James Penner, an associate director of the study, said the NHL should have tickets that are more affordable and teams that are more competitive and entertaining to build up its teenage fan base.

The survey results are published in a new book called The Emerging Millennials.

Antoine Roberge, 15, who was skateboarding at a park in Calgary, said he only occasionally watches hockey.

"People have better things to do than watch hockey," he said.

Other sports, entertainment options

Riley Reed said the NHL lockout in 2004 turned him off hockey, and he switched to watching poker.

"The rules and the style of play: it's just not as fun as it used to be," he said.

Skateboarder Peter Dang said he and his friends spend their time skiing, snowboarding and golfing — but not playing hockey.

"Unless you're fairly well off and have parents that can support it, alternatives like skateboarding and even snowboarding is probably, I can imagine, a little bit more affordable," he said.

But Thomas Weber, a parent from southwest Germany, said interest in ice hockey in Europe is growing.

"The parents, the other people, they like sports which is very fast so ice hockey is very interesting for this because it is the fastest team game in the world," he said.

Weber was in Calgary with his sons, aged six and 12, at a summer hockey training camp. He said they usually travel to Switzerland or the Czech Republic, but his sons asked to train in Canada this year.

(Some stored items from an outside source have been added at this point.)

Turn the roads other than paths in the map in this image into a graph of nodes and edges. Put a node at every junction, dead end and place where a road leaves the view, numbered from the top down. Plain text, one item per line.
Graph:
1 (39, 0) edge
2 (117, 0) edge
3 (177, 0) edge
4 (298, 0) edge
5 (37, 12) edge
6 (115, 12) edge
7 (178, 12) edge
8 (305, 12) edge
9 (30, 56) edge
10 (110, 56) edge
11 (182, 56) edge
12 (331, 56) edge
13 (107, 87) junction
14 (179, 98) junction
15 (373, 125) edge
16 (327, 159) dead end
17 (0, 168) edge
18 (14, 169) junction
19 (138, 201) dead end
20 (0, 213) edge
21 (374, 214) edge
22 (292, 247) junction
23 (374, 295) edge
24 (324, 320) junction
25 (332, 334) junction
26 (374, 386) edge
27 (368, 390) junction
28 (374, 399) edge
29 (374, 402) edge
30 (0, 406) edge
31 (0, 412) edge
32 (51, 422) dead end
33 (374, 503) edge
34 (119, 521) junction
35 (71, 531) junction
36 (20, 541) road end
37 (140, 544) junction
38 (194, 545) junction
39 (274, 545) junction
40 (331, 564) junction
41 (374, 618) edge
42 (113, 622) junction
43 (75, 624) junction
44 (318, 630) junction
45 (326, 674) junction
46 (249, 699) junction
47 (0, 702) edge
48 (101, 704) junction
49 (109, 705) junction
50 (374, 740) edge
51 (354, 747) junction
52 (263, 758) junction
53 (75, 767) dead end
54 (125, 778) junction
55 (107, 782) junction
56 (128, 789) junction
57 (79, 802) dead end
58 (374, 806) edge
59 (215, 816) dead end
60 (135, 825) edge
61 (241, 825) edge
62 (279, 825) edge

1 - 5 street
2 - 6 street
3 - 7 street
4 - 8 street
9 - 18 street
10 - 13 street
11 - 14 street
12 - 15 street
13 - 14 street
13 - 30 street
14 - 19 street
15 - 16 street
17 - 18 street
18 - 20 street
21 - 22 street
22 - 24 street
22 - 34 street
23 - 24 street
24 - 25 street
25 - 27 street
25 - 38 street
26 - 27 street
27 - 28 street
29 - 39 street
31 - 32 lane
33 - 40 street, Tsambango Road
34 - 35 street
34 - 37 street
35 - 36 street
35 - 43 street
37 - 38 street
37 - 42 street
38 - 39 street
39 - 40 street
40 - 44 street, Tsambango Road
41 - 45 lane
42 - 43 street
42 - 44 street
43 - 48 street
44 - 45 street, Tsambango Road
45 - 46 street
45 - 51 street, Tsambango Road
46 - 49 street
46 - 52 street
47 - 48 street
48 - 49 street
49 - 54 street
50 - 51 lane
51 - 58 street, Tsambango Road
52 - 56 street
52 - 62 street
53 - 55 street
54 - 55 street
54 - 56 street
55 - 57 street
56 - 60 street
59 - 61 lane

The teenage decline in interest extends to all other major sports leagues as well:

  • Fourteen per cent of Canadian teens say they're following the Canadian Football League (CFL), down from 22 per cent in the early 1990s.
  • Ten per cent are following Major League Baseball today, compared to  about 33 per cent of teens in the early '90s during the glory days of the Toronto Blue Jays.
  • Despite the presence of the Toronto Raptors, interest in the National Basketball Association among teens is lower today (21 per cent) than it was in the early '90s (27 per cent).
  • Interest in the National Football League among Canadian teens has dropped to 19 per cent from 26 per cent.
  • Teens were surveyed between 1992 and 2008.
  • Survey results are accurate within plus or minus three percentage points, 19 times in 20.